What you need to do: Below are some records. Print all of them exactly as they appear.

──────────

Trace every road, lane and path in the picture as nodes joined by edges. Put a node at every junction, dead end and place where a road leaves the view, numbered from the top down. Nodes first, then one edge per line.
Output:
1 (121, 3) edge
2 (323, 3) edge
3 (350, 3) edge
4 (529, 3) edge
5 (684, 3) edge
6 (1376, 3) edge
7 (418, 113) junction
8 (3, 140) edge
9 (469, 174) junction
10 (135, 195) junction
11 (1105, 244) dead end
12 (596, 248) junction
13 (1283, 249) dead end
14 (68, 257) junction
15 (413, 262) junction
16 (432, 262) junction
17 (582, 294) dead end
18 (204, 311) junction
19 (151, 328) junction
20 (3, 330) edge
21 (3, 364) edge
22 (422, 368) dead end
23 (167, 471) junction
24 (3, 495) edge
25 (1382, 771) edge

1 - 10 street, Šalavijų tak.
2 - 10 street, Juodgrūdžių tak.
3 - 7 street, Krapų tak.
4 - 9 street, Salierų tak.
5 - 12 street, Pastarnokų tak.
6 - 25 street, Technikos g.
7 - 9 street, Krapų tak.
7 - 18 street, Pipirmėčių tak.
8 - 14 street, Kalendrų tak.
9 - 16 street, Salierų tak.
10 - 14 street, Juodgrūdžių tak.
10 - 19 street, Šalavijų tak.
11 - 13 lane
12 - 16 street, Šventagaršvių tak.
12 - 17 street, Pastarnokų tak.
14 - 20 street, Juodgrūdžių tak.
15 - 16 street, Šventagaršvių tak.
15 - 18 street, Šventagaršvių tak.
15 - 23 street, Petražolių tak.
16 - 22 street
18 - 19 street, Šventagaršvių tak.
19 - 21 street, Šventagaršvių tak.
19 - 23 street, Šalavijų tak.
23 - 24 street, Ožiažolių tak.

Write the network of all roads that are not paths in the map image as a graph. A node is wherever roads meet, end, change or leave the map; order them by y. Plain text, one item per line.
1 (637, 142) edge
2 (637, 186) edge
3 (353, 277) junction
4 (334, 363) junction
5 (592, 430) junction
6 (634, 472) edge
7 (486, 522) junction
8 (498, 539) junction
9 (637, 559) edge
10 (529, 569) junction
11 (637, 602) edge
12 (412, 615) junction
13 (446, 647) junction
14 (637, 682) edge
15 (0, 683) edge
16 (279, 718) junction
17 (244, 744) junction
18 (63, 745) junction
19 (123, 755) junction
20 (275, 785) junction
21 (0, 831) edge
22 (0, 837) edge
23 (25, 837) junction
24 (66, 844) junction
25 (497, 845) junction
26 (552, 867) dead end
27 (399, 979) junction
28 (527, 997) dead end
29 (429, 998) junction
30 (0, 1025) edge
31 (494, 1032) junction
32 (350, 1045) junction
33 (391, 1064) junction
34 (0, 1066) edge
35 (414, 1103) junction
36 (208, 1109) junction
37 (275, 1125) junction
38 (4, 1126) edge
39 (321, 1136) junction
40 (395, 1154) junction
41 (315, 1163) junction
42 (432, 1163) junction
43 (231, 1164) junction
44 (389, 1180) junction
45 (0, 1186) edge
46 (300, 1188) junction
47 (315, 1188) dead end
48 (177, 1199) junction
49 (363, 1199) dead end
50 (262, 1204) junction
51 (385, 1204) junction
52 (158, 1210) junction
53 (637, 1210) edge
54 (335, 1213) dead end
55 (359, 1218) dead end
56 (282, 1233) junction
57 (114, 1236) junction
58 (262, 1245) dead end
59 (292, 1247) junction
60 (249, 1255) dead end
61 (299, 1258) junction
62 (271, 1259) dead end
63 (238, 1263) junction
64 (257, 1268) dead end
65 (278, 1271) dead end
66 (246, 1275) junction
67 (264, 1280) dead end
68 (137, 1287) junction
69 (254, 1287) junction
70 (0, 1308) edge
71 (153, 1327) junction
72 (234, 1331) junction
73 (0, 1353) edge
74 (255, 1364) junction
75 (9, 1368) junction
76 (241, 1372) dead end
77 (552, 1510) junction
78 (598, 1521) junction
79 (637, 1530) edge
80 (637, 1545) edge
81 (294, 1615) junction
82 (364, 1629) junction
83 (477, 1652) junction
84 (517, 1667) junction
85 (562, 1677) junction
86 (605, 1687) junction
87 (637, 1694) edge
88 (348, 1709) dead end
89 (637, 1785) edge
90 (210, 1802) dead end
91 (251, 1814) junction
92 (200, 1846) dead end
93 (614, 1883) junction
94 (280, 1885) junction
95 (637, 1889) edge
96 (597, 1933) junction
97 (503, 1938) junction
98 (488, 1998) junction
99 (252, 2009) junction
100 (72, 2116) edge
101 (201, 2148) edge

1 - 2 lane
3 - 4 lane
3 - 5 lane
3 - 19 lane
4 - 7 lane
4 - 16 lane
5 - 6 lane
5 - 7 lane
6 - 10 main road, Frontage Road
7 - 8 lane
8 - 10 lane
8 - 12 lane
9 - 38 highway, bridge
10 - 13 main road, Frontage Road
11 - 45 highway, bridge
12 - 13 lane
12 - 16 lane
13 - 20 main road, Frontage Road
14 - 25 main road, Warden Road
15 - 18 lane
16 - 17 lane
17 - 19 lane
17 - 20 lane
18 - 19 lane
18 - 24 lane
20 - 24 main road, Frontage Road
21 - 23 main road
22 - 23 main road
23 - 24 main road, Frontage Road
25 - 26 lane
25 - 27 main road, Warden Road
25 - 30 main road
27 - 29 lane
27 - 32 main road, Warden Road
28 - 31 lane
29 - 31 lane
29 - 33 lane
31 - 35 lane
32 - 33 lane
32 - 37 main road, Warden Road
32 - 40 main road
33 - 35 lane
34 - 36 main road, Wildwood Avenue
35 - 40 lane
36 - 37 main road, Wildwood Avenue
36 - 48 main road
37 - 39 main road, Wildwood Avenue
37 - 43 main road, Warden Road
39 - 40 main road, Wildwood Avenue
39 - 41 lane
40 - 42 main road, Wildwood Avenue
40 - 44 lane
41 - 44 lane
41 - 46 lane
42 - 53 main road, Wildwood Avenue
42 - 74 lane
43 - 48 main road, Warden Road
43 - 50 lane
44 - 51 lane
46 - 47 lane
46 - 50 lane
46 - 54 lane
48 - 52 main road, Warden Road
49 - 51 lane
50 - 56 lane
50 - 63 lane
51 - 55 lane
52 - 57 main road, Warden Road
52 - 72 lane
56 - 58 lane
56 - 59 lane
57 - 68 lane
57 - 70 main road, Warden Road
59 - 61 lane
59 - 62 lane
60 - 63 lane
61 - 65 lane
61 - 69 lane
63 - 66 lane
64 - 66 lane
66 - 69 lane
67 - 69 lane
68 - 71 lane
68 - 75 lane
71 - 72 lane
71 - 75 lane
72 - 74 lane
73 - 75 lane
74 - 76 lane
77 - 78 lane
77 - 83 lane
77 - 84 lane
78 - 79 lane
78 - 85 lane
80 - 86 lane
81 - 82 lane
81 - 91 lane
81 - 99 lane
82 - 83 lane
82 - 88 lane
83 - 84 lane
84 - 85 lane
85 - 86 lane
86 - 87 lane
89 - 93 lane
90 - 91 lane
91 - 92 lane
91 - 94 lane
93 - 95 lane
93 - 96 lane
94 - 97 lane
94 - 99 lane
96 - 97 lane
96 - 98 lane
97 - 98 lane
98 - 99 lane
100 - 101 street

──────────

Reply:
Trace every road, lane and path in the picture as nodes joined by edges. Put a node at every junction, dead end and place where a road leaves the view, numbered from the top down. Nodes first, then one edge per line.
Output:
1 (121, 3) edge
2 (323, 3) edge
3 (350, 3) edge
4 (529, 3) edge
5 (684, 3) edge
6 (1376, 3) edge
7 (418, 113) junction
8 (3, 140) edge
9 (469, 174) junction
10 (135, 195) junction
11 (1105, 244) dead end
12 (596, 248) junction
13 (1283, 249) dead end
14 (68, 257) junction
15 (413, 262) junction
16 (432, 262) junction
17 (582, 294) dead end
18 (204, 311) junction
19 (151, 328) junction
20 (3, 330) edge
21 (3, 364) edge
22 (422, 368) dead end
23 (167, 471) junction
24 (3, 495) edge
25 (1382, 771) edge

1 - 10 street, Šalavijų tak.
2 - 10 street, Juodgrūdžių tak.
3 - 7 street, Krapų tak.
4 - 9 street, Salierų tak.
5 - 12 street, Pastarnokų tak.
6 - 25 street, Technikos g.
7 - 9 street, Krapų tak.
7 - 18 street, Pipirmėčių tak.
8 - 14 street, Kalendrų tak.
9 - 16 street, Salierų tak.
10 - 14 street, Juodgrūdžių tak.
10 - 19 street, Šalavijų tak.
11 - 13 lane
12 - 16 street, Šventagaršvių tak.
12 - 17 street, Pastarnokų tak.
14 - 20 street, Juodgrūdžių tak.
15 - 16 street, Šventagaršvių tak.
15 - 18 street, Šventagaršvių tak.
15 - 23 street, Petražolių tak.
16 - 22 street
18 - 19 street, Šventagaršvių tak.
19 - 21 street, Šventagaršvių tak.
19 - 23 street, Šalavijų tak.
23 - 24 street, Ožiažolių tak.

Write the network of all roads that are not paths in the map image as a graph. A node is wherever roads meet, end, change or leave the map; order them by y. Plain text, one item per line.
1 (637, 142) edge
2 (637, 186) edge
3 (353, 277) junction
4 (334, 363) junction
5 (592, 430) junction
6 (634, 472) edge
7 (486, 522) junction
8 (498, 539) junction
9 (637, 559) edge
10 (529, 569) junction
11 (637, 602) edge
12 (412, 615) junction
13 (446, 647) junction
14 (637, 682) edge
15 (0, 683) edge
16 (279, 718) junction
17 (244, 744) junction
18 (63, 745) junction
19 (123, 755) junction
20 (275, 785) junction
21 (0, 831) edge
22 (0, 837) edge
23 (25, 837) junction
24 (66, 844) junction
25 (497, 845) junction
26 (552, 867) dead end
27 (399, 979) junction
28 (527, 997) dead end
29 (429, 998) junction
30 (0, 1025) edge
31 (494, 1032) junction
32 (350, 1045) junction
33 (391, 1064) junction
34 (0, 1066) edge
35 (414, 1103) junction
36 (208, 1109) junction
37 (275, 1125) junction
38 (4, 1126) edge
39 (321, 1136) junction
40 (395, 1154) junction
41 (315, 1163) junction
42 (432, 1163) junction
43 (231, 1164) junction
44 (389, 1180) junction
45 (0, 1186) edge
46 (300, 1188) junction
47 (315, 1188) dead end
48 (177, 1199) junction
49 (363, 1199) dead end
50 (262, 1204) junction
51 (385, 1204) junction
52 (158, 1210) junction
53 (637, 1210) edge
54 (335, 1213) dead end
55 (359, 1218) dead end
56 (282, 1233) junction
57 (114, 1236) junction
58 (262, 1245) dead end
59 (292, 1247) junction
60 (249, 1255) dead end
61 (299, 1258) junction
62 (271, 1259) dead end
63 (238, 1263) junction
64 (257, 1268) dead end
65 (278, 1271) dead end
66 (246, 1275) junction
67 (264, 1280) dead end
68 (137, 1287) junction
69 (254, 1287) junction
70 (0, 1308) edge
71 (153, 1327) junction
72 (234, 1331) junction
73 (0, 1353) edge
74 (255, 1364) junction
75 (9, 1368) junction
76 (241, 1372) dead end
77 (552, 1510) junction
78 (598, 1521) junction
79 (637, 1530) edge
80 (637, 1545) edge
81 (294, 1615) junction
82 (364, 1629) junction
83 (477, 1652) junction
84 (517, 1667) junction
85 (562, 1677) junction
86 (605, 1687) junction
87 (637, 1694) edge
88 (348, 1709) dead end
89 (637, 1785) edge
90 (210, 1802) dead end
91 (251, 1814) junction
92 (200, 1846) dead end
93 (614, 1883) junction
94 (280, 1885) junction
95 (637, 1889) edge
96 (597, 1933) junction
97 (503, 1938) junction
98 (488, 1998) junction
99 (252, 2009) junction
100 (72, 2116) edge
101 (201, 2148) edge

1 - 2 lane
3 - 4 lane
3 - 5 lane
3 - 19 lane
4 - 7 lane
4 - 16 lane
5 - 6 lane
5 - 7 lane
6 - 10 main road, Frontage Road
7 - 8 lane
8 - 10 lane
8 - 12 lane
9 - 38 highway, bridge
10 - 13 main road, Frontage Road
11 - 45 highway, bridge
12 - 13 lane
12 - 16 lane
13 - 20 main road, Frontage Road
14 - 25 main road, Warden Road
15 - 18 lane
16 - 17 lane
17 - 19 lane
17 - 20 lane
18 - 19 lane
18 - 24 lane
20 - 24 main road, Frontage Road
21 - 23 main road
22 - 23 main road
23 - 24 main road, Frontage Road
25 - 26 lane
25 - 27 main road, Warden Road
25 - 30 main road
27 - 29 lane
27 - 32 main road, Warden Road
28 - 31 lane
29 - 31 lane
29 - 33 lane
31 - 35 lane
32 - 33 lane
32 - 37 main road, Warden Road
32 - 40 main road
33 - 35 lane
34 - 36 main road, Wildwood Avenue
35 - 40 lane
36 - 37 main road, Wildwood Avenue
36 - 48 main road
37 - 39 main road, Wildwood Avenue
37 - 43 main road, Warden Road
39 - 40 main road, Wildwood Avenue
39 - 41 lane
40 - 42 main road, Wildwood Avenue
40 - 44 lane
41 - 44 lane
41 - 46 lane
42 - 53 main road, Wildwood Avenue
42 - 74 lane
43 - 48 main road, Warden Road
43 - 50 lane
44 - 51 lane
46 - 47 lane
46 - 50 lane
46 - 54 lane
48 - 52 main road, Warden Road
49 - 51 lane
50 - 56 lane
50 - 63 lane
51 - 55 lane
52 - 57 main road, Warden Road
52 - 72 lane
56 - 58 lane
56 - 59 lane
57 - 68 lane
57 - 70 main road, Warden Road
59 - 61 lane
59 - 62 lane
60 - 63 lane
61 - 65 lane
61 - 69 lane
63 - 66 lane
64 - 66 lane
66 - 69 lane
67 - 69 lane
68 - 71 lane
68 - 75 lane
71 - 72 lane
71 - 75 lane
72 - 74 lane
73 - 75 lane
74 - 76 lane
77 - 78 lane
77 - 83 lane
77 - 84 lane
78 - 79 lane
78 - 85 lane
80 - 86 lane
81 - 82 lane
81 - 91 lane
81 - 99 lane
82 - 83 lane
82 - 88 lane
83 - 84 lane
84 - 85 lane
85 - 86 lane
86 - 87 lane
89 - 93 lane
90 - 91 lane
91 - 92 lane
91 - 94 lane
93 - 95 lane
93 - 96 lane
94 - 97 lane
94 - 99 lane
96 - 97 lane
96 - 98 lane
97 - 98 lane
98 - 99 lane
100 - 101 street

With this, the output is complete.